§ **WHAT YOU HAVE TO DO**
Search the data for the string "McPherson", and report each line where it is found.

§ **EXTRACTED DATA**
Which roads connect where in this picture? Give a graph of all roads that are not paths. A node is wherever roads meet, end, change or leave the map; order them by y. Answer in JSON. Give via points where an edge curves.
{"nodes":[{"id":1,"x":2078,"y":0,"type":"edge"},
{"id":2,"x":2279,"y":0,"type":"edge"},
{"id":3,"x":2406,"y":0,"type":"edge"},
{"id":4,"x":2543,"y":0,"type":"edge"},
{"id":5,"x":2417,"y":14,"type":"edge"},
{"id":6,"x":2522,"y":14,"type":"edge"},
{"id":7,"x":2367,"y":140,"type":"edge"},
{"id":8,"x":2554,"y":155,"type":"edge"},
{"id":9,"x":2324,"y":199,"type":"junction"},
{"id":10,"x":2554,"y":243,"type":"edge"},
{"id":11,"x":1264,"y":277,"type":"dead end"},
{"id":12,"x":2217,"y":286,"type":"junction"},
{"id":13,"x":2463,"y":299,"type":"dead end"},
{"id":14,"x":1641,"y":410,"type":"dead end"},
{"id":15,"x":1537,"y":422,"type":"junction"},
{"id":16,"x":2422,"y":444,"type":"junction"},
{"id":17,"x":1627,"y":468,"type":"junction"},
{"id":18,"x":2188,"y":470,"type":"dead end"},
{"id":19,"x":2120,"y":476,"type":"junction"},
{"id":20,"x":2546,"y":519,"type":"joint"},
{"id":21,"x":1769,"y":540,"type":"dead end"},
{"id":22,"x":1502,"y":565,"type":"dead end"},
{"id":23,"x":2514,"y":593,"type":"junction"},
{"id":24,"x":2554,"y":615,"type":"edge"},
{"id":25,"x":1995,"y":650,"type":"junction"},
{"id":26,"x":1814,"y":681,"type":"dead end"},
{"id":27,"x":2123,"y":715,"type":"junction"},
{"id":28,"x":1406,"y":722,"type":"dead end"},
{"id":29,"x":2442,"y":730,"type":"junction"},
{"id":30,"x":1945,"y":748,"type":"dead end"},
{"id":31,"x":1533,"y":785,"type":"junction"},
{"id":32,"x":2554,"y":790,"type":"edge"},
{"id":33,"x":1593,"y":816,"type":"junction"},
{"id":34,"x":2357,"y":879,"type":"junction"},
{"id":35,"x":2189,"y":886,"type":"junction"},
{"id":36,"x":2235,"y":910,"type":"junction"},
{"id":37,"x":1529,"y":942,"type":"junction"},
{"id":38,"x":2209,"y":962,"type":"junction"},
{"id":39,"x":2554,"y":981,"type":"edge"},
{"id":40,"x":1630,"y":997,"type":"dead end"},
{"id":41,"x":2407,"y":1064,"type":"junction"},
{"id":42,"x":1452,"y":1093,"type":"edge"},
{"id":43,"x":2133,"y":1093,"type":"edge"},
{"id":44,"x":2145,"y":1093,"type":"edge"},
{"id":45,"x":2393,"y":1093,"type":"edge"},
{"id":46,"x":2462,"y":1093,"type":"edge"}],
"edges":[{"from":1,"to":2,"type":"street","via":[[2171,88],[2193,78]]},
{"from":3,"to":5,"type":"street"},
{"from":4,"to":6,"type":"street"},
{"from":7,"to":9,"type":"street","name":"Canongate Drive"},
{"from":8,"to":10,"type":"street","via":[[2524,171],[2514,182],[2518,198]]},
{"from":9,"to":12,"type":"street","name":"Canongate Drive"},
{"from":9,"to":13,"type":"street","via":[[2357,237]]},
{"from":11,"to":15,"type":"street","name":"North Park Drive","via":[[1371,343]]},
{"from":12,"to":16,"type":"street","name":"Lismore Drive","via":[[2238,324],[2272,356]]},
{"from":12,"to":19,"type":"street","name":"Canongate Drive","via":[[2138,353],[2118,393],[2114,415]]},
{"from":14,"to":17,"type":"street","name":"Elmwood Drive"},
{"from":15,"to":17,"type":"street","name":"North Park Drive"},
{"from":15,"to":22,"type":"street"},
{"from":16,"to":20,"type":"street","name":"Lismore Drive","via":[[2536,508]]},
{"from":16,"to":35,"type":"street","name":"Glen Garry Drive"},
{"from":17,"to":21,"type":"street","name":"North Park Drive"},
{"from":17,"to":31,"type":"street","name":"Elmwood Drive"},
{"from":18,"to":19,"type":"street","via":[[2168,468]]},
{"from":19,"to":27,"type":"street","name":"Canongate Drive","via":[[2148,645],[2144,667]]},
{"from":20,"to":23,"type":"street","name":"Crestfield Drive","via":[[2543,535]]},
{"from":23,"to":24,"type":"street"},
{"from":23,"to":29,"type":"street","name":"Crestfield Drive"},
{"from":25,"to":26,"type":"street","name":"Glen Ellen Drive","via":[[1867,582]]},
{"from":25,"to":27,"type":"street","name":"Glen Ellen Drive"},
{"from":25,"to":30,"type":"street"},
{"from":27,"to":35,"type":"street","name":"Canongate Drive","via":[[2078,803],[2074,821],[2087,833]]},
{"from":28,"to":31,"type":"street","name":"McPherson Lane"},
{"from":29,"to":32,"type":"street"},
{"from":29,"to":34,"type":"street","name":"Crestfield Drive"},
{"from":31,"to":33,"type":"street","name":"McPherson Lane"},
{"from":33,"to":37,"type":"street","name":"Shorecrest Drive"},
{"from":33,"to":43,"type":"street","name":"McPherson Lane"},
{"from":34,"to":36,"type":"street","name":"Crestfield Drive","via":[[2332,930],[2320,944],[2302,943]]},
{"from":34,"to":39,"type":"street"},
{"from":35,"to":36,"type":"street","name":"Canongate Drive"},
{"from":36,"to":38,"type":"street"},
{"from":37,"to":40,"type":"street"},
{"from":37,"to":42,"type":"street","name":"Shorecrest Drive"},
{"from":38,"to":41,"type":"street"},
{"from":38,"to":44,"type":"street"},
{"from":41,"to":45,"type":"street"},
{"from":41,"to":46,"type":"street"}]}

§ **FINISHED EXERCISE**
{"from":28,"to":31,"type":"street","name":"McPherson Lane"},
{"from":31,"to":33,"type":"street","name":"McPherson Lane"},
{"from":33,"to":43,"type":"street","name":"McPherson Lane"},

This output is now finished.